Looking forward, EVgo has set targets for the expansion of its charging network. In fiscal year 2025, the company aims to add between 750 and 815 public network stalls, 50 to 85 dedicated stalls, and 450 to 550 eXtend stalls. For the following two years, EVgo’s targets increase to adding 1,050 to 1,200 stalls in FY26 and 1,350 to 1,500 stalls in FY27. With analysts projecting 61% revenue growth in FY2025, InvestingPro analysis reveals 13 additional key insights about EVgo’s financial health and market position. Discover these exclusive insights and access the comprehensive Pro Research Report, available to InvestingPro subscribers. Cantor Fitzgerald’s analysis suggests that the demand for electric vehicle (EV) charging is surpassing the supply of EV chargers, positioning EVgo favorably within the industry.

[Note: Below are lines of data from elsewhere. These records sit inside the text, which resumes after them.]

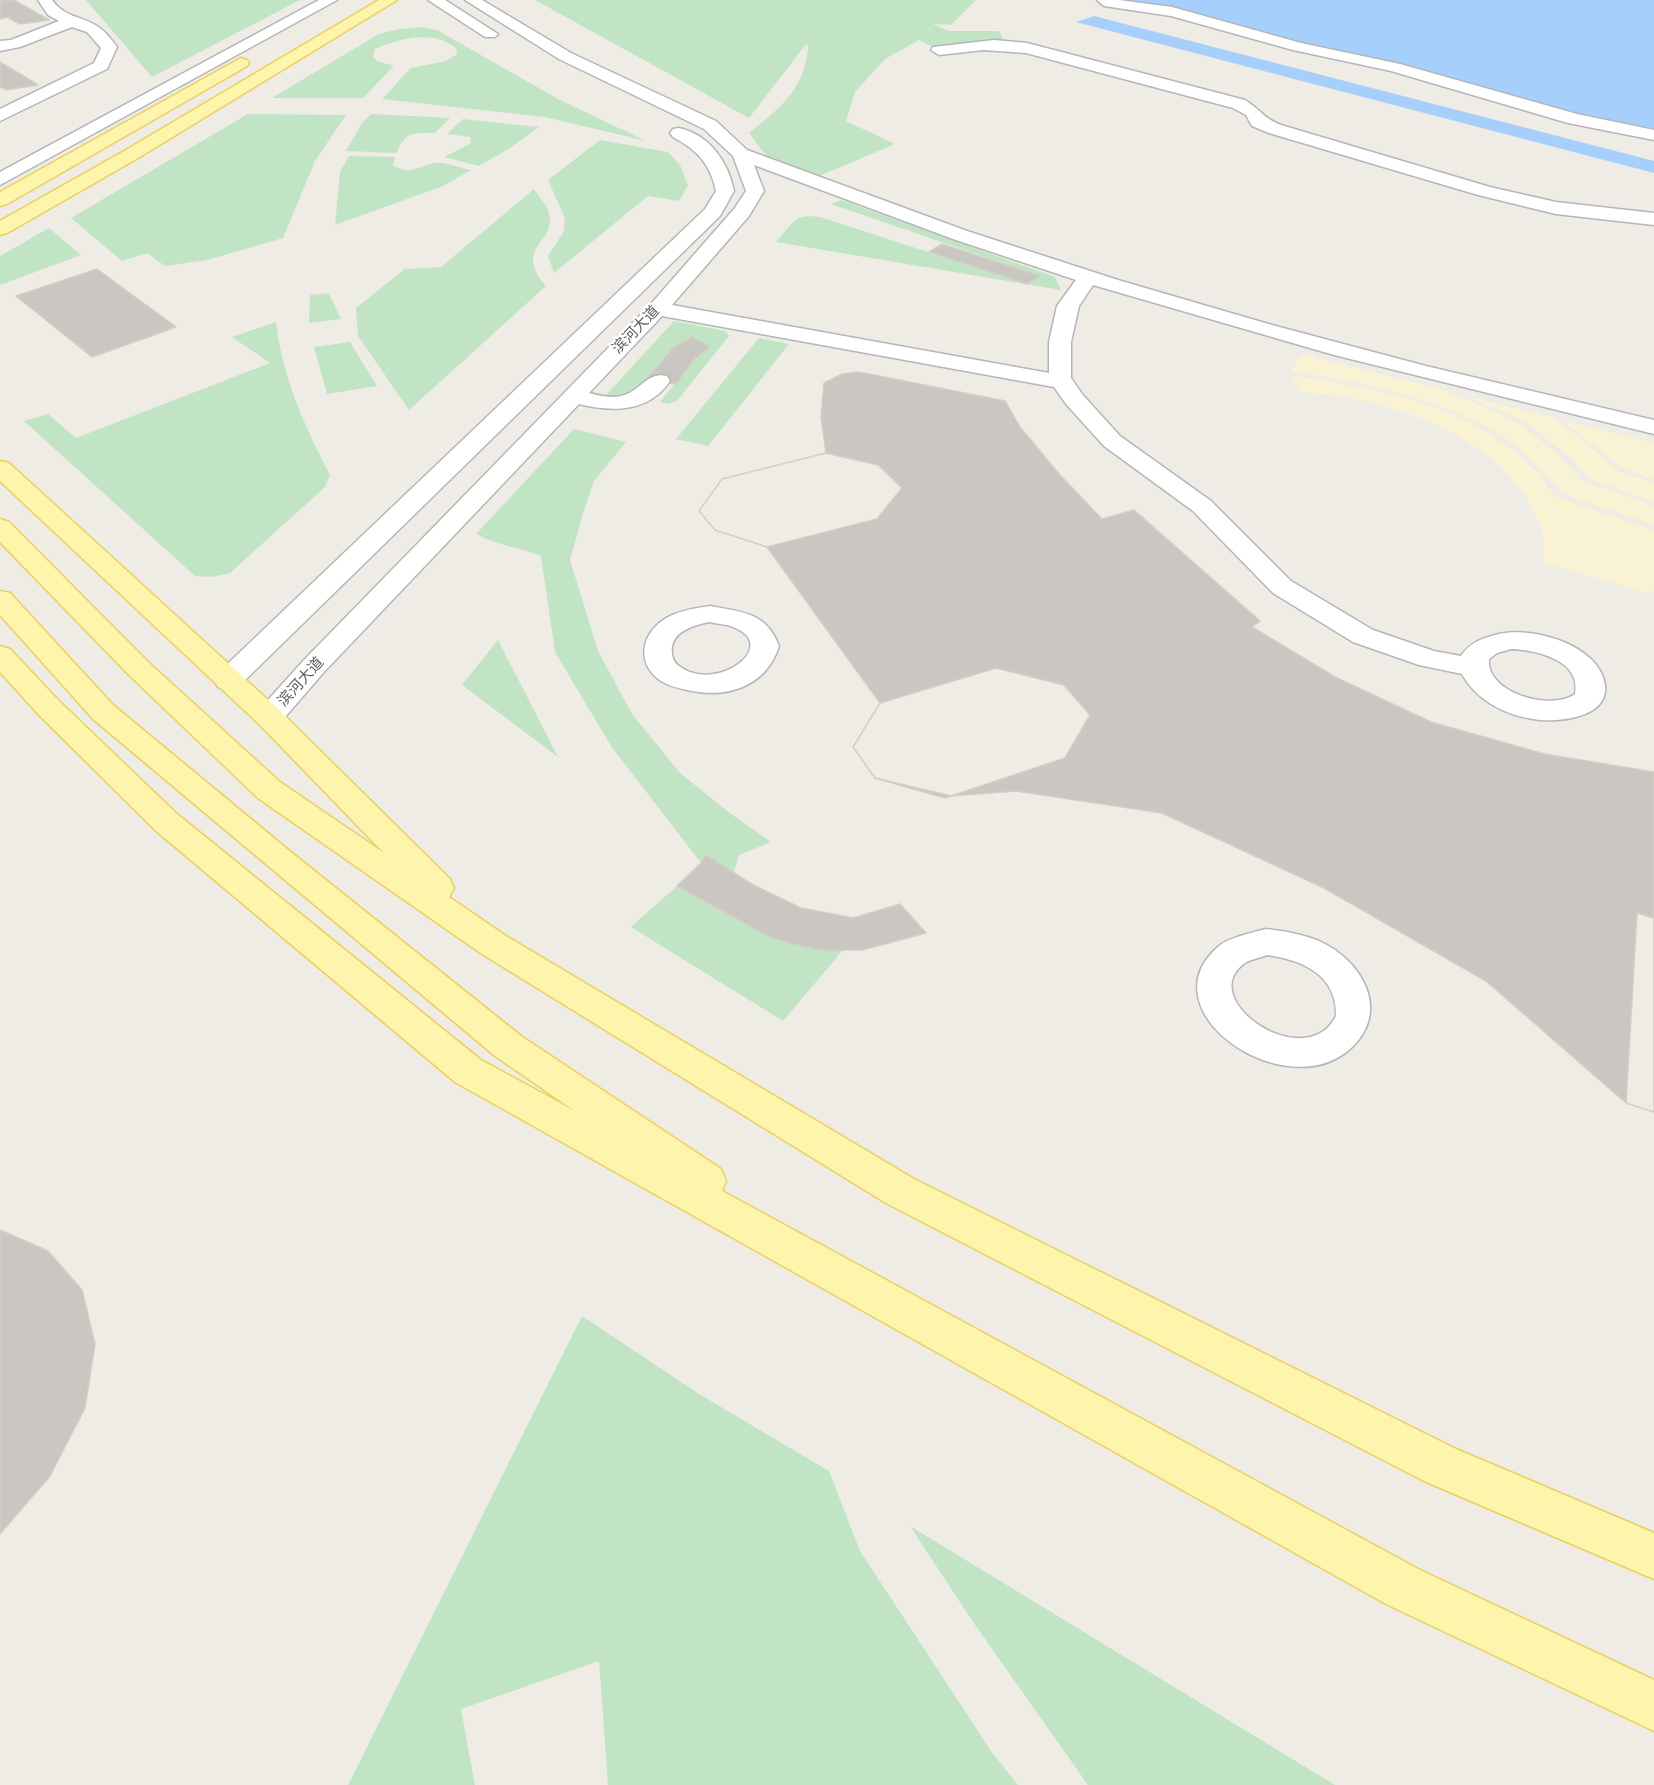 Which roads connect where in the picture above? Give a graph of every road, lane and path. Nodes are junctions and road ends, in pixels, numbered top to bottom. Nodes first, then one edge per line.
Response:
1 (45, 0) edge
2 (390, 0) edge
3 (435, 0) edge
4 (472, 0) edge
5 (1104, 0) edge
6 (336, 3) edge
7 (71, 22) junction
8 (0, 46) edge
9 (939, 50) dead end
10 (591, 91) dead end
11 (0, 116) edge
12 (660, 124) dead end
13 (1654, 135) edge
14 (741, 154) junction
15 (9, 155) dead end
16 (37, 159) junction
17 (0, 179) edge
18 (0, 200) edge
19 (1654, 219) edge
20 (0, 229) edge
21 (1088, 277) junction
22 (657, 309) junction
23 (659, 381) dead end
24 (1063, 382) junction
25 (572, 395) junction
26 (1654, 427) edge
27 (0, 468) edge
28 (0, 527) edge
29 (0, 599) edge
30 (0, 655) edge
31 (1473, 668) dead end
32 (228, 680) junction
33 (269, 717) junction
34 (494, 945) junction
35 (875, 1295) junction
36 (1654, 1556) edge
37 (1654, 1706) edge

1 - 7 street
2 - 20 main road
3 - 10 street
4 - 14 street, 滨河大道
5 - 13 street
6 - 16 street
6 - 18 main road
7 - 8 street
7 - 11 street
9 - 19 street
12 - 32 street, 滨河大道
14 - 21 street
14 - 22 street, 滨河大道
15 - 16 street
16 - 17 street
21 - 24 street
21 - 26 street
22 - 24 street
22 - 25 street, 滨河大道
23 - 25 street
24 - 31 street
25 - 33 street, 滨河大道
27 - 32 main road
28 - 34 main road
29 - 35 main road
30 - 35 main road
32 - 33 main road
33 - 34 main road
34 - 36 main road
35 - 37 main road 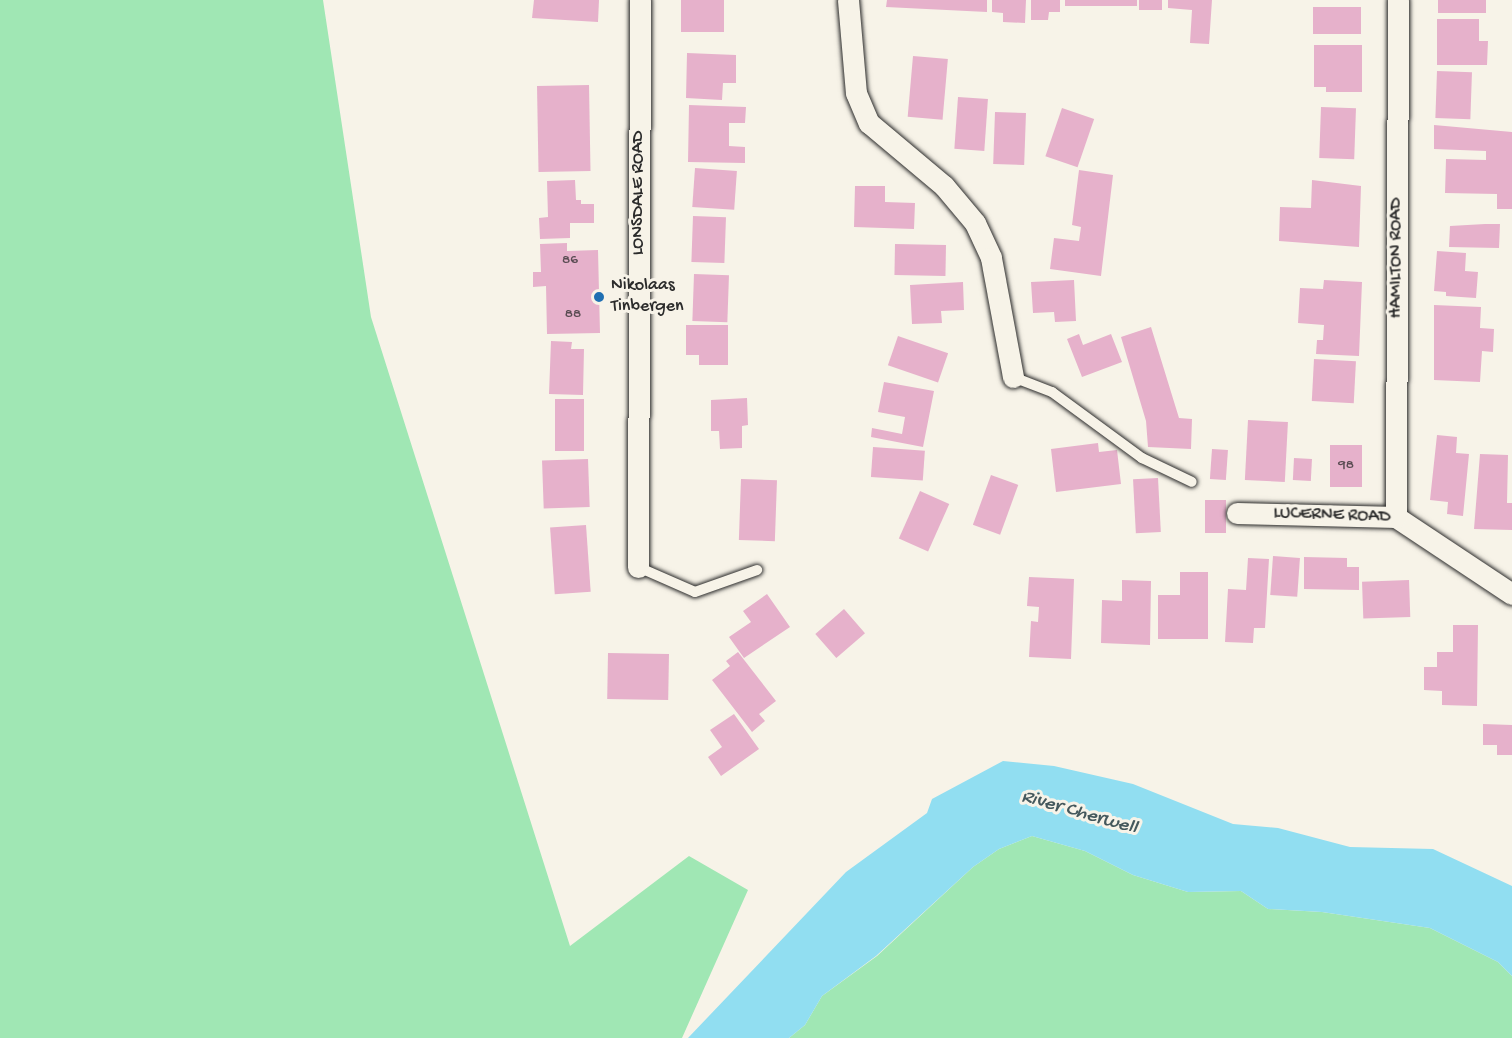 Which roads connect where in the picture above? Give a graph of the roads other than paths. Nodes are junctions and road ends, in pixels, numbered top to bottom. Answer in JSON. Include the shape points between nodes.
{"nodes":[{"id":1,"x":640,"y":0,"type":"edge"},
{"id":2,"x":848,"y":0,"type":"edge"},
{"id":3,"x":1398,"y":0,"type":"edge"},
{"id":4,"x":1013,"y":378,"type":"joint"},
{"id":5,"x":1192,"y":482,"type":"dead end"},
{"id":6,"x":1237,"y":513,"type":"dead end"},
{"id":7,"x":1396,"y":517,"type":"junction"},
{"id":8,"x":638,"y":567,"type":"joint"},
{"id":9,"x":757,"y":570,"type":"dead end"},
{"id":10,"x":1512,"y":594,"type":"edge"}],
"edges":[{"from":1,"to":8,"type":"street","name":"LONSDALE ROAD"},
{"from":2,"to":4,"type":"street","via":[[856,93],[869,123],[944,186],[975,223],[991,258]]},
{"from":3,"to":7,"type":"street","name":"HAMILTON ROAD"},
{"from":4,"to":5,"type":"lane","via":[[1052,392],[1142,458]]},
{"from":6,"to":7,"type":"street","name":"LUCERNE ROAD"},
{"from":7,"to":10,"type":"street","name":"LUCERNE ROAD"},
{"from":8,"to":9,"type":"lane","via":[[695,592]]}]} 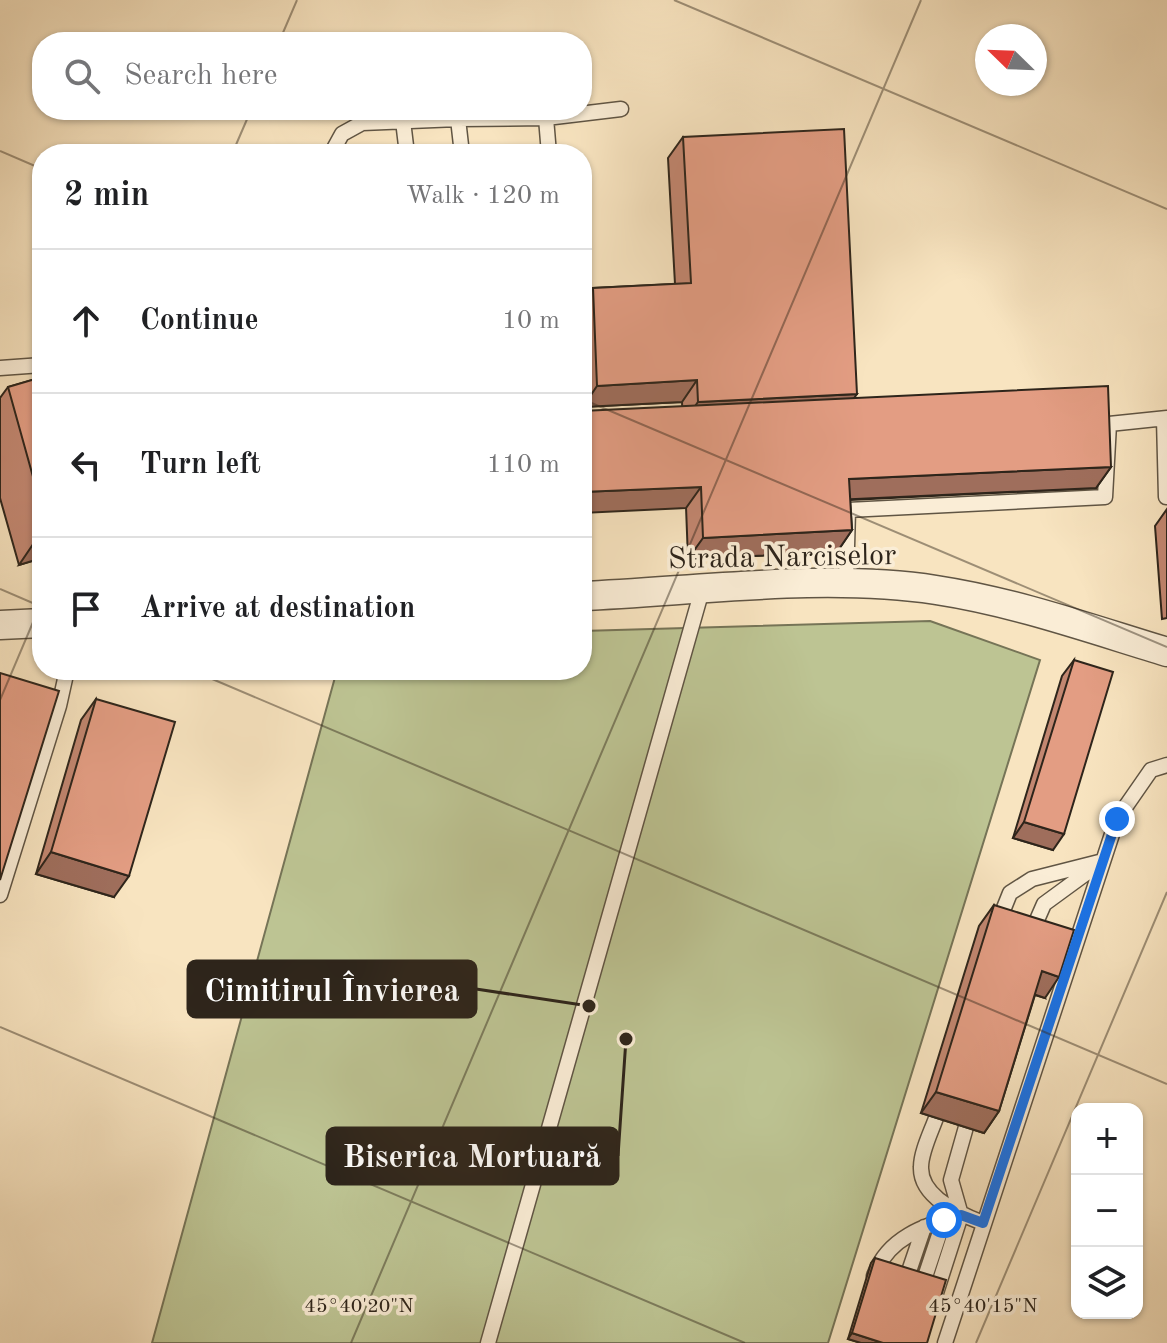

Cantor Fitzgerald’s continued bullish outlook on EVgo reflects the belief that the company is one of the best positioned in the industry to capitalize on the growing need for EV charging infrastructure. With analyst price targets ranging from $3.50 to $12.00 and the stock currently trading near its Fair Value according to InvestingPro models, EVgo’s reaffirmation of the DOE loan and aggressive expansion plans suggest potential for continued growth in the coming years.
In other recent news, Evgo Inc reported its fourth-quarter and full-year 2024 financial results, showing a significant increase in revenue despite missing earnings expectations. The company reported a Q4 revenue of $67.5 million, representing a 35% increase year-over-year, and full-year revenue of $257 million, which is a 60% increase from the previous year. However, the earnings per share (EPS) reported a loss of $0.11, which was below the forecasted loss of $0.09. Evgo’s adjusted EBITDA loss improved to $32.5 million for the full year, narrowing by $26.4 million from 2023. Despite the revenue growth, the company continues to operate at a loss, but it has increased its cash and cash equivalents to $200 million following a Department of Energy loan draw. Looking ahead, Evgo has set an ambitious revenue target for 2025, projecting between $340 million and $380 million and aims to reach EBITDA breakeven. The company plans to deploy an additional 800-900 public and dedicated stalls, with a total target of 11,000 public stalls and $1 billion in annual revenue. Meanwhile, analysts from firms such as JPMorgan and RBC Capital Markets have shown interest in Evgo’s funding strategy and progress in deploying NACS connectors, reflecting the company’s ongoing efforts to expand its infrastructure and market presence.